• Activity:
Report how many lines below contain the word "Vnitřní". Write only that number.

• Data:

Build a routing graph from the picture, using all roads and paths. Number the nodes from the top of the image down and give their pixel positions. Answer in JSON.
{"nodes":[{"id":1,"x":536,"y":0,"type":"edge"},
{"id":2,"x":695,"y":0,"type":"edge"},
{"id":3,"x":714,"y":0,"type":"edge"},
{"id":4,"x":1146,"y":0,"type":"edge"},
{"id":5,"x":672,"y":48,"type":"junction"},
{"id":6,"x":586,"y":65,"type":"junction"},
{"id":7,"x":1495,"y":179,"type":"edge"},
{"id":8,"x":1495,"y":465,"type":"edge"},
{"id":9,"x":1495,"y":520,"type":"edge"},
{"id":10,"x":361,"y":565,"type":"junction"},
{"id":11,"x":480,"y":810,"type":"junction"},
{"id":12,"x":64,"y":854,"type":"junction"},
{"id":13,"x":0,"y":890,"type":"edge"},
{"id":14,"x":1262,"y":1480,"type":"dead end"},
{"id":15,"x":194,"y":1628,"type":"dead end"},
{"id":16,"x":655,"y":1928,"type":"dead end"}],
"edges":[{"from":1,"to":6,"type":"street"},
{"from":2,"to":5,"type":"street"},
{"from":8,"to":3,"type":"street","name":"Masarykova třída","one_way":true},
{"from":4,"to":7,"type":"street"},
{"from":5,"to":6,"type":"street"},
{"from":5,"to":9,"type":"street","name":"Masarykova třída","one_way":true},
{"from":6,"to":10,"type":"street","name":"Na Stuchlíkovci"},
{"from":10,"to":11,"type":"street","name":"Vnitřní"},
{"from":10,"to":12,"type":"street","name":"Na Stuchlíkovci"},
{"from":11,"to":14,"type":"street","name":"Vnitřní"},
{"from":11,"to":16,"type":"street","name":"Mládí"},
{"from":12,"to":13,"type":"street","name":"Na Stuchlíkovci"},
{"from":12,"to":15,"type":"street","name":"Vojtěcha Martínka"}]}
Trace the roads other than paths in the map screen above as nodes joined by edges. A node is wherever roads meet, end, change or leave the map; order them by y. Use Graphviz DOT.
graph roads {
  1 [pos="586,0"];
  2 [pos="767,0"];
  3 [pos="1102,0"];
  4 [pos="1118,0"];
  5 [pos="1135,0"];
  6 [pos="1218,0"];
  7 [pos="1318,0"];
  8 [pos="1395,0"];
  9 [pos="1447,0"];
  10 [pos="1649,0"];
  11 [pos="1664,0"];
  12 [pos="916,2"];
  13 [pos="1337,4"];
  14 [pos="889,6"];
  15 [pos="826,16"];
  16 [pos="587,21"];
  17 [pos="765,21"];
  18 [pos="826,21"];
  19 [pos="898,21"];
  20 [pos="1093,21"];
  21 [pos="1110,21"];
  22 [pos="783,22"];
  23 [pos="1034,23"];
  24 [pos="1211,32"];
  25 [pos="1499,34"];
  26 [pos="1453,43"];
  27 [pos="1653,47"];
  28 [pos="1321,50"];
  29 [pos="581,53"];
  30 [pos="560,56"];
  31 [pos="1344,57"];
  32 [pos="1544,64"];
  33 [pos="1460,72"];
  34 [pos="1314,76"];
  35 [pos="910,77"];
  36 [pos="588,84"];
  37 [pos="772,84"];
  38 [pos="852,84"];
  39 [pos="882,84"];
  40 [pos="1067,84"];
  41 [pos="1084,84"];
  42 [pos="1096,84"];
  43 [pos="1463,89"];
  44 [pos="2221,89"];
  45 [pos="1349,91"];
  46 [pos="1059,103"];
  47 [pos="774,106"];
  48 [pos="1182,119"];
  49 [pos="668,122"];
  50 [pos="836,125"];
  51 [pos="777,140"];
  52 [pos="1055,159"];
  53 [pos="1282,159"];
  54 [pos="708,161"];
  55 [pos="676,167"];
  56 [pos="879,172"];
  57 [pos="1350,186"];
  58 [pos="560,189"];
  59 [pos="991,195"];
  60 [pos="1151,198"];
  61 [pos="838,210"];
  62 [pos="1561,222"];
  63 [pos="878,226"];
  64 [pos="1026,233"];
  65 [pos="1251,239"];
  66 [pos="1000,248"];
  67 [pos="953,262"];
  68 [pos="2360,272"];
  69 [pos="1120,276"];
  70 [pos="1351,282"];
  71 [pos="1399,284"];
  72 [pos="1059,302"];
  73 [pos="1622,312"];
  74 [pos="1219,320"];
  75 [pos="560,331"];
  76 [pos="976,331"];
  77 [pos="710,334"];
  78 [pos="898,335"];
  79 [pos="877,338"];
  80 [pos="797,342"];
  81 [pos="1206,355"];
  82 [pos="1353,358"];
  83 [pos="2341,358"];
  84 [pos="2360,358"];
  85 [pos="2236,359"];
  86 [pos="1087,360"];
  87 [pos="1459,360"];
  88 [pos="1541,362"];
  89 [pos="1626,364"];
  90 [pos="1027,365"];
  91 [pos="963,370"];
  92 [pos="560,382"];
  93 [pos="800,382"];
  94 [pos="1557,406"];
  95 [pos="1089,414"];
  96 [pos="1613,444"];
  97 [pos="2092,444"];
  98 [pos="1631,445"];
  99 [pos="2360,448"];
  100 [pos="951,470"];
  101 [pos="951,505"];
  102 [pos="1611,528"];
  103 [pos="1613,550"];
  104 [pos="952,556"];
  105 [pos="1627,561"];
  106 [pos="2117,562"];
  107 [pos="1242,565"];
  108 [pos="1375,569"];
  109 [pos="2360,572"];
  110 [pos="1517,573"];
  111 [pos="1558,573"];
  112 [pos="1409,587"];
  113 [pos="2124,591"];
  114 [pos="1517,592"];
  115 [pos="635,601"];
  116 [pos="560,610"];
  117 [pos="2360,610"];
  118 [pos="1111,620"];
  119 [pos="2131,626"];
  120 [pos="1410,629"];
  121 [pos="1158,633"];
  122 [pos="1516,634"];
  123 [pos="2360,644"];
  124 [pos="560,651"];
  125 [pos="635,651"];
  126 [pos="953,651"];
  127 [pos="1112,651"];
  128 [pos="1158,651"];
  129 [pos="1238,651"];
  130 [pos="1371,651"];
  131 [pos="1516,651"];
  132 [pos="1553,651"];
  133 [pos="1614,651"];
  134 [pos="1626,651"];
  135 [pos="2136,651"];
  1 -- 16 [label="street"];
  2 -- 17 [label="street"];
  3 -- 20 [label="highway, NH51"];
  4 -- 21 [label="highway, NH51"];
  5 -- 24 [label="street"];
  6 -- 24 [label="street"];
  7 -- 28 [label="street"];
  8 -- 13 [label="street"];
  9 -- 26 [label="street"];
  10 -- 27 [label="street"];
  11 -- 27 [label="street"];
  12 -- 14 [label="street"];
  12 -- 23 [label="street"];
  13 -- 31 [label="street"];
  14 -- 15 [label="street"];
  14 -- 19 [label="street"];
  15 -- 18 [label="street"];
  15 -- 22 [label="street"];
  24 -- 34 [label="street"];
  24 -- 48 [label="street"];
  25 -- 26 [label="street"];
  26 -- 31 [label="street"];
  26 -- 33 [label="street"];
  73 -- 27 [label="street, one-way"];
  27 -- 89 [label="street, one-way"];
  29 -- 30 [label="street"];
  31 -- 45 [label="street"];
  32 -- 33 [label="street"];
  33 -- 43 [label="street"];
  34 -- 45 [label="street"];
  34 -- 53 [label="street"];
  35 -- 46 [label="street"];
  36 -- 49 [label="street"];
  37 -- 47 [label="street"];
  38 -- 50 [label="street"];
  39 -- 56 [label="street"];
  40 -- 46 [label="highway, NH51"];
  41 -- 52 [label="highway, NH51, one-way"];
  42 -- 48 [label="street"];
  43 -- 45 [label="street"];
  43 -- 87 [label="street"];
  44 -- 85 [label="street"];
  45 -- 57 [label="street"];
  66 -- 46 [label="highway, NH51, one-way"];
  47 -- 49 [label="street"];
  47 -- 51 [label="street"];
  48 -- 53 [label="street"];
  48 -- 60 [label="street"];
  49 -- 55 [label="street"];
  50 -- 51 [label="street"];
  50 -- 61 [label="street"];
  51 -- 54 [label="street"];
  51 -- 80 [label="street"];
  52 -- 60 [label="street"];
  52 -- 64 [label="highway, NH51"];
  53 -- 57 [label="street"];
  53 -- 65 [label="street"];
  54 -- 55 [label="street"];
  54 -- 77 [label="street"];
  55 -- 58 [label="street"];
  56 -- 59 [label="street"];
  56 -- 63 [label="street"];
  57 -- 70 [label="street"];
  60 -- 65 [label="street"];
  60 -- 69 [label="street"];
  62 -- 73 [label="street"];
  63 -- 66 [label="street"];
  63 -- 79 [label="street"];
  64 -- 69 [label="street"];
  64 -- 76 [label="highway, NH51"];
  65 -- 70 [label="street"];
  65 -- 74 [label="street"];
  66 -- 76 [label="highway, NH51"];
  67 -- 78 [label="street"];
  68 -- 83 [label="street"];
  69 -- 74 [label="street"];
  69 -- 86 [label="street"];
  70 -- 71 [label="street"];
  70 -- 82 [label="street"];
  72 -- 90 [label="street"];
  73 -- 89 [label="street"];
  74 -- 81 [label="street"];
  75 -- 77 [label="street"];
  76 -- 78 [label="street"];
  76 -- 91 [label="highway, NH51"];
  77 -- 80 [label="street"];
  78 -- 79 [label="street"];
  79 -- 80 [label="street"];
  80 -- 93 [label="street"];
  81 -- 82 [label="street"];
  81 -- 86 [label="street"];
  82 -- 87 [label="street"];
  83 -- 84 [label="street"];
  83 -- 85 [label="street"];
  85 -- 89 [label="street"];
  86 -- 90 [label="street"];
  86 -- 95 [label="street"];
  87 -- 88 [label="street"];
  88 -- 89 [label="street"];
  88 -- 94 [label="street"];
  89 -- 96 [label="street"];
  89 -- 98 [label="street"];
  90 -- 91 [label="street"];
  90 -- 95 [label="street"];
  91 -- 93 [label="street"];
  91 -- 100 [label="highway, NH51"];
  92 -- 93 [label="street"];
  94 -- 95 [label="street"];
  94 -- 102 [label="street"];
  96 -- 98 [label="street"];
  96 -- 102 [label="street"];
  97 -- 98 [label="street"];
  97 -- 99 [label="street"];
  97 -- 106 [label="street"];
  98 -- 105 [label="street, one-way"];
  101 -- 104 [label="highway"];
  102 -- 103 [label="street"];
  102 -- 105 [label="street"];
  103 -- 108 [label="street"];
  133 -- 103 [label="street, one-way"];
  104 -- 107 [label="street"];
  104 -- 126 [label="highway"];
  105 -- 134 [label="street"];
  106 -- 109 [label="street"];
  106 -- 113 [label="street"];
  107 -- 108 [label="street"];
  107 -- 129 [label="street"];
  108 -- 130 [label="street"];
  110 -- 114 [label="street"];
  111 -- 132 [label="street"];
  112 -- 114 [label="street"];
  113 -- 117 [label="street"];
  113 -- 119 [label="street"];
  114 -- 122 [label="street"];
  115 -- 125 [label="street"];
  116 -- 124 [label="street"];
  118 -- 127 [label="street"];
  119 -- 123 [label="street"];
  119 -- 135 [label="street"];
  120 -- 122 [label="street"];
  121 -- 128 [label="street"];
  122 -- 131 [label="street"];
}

• Answer below:
2